▸ **Problem description**
From the first line to the last, print the data exactly as written.

▸ **Collected data**
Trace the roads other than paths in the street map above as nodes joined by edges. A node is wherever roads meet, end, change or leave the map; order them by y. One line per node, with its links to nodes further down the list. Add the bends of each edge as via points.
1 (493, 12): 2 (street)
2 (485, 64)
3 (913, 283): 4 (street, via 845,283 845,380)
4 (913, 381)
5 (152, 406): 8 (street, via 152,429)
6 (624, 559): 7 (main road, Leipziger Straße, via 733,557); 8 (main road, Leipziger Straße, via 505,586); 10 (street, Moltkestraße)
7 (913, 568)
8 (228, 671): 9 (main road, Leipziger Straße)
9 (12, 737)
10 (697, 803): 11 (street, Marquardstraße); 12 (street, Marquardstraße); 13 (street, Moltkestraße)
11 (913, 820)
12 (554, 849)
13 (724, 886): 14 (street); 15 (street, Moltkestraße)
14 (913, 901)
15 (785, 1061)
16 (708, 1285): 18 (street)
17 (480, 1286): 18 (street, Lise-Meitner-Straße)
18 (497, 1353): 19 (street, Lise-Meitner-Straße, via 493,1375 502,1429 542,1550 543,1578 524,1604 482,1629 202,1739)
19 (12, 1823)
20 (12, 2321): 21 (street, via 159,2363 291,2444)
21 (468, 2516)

▸ **Response box**
Trace the roads other than paths in the street map above as nodes joined by edges. A node is wherever roads meet, end, change or leave the map; order them by y. One line per node, with its links to nodes further down the list. Add the bends of each edge as via points.
1 (493, 12): 2 (street)
2 (485, 64)
3 (913, 283): 4 (street, via 845,283 845,380)
4 (913, 381)
5 (152, 406): 8 (street, via 152,429)
6 (624, 559): 7 (main road, Leipziger Straße, via 733,557); 8 (main road, Leipziger Straße, via 505,586); 10 (street, Moltkestraße)
7 (913, 568)
8 (228, 671): 9 (main road, Leipziger Straße)
9 (12, 737)
10 (697, 803): 11 (street, Marquardstraße); 12 (street, Marquardstraße); 13 (street, Moltkestraße)
11 (913, 820)
12 (554, 849)
13 (724, 886): 14 (street); 15 (street, Moltkestraße)
14 (913, 901)
15 (785, 1061)
16 (708, 1285): 18 (street)
17 (480, 1286): 18 (street, Lise-Meitner-Straße)
18 (497, 1353): 19 (street, Lise-Meitner-Straße, via 493,1375 502,1429 542,1550 543,1578 524,1604 482,1629 202,1739)
19 (12, 1823)
20 (12, 2321): 21 (street, via 159,2363 291,2444)
21 (468, 2516)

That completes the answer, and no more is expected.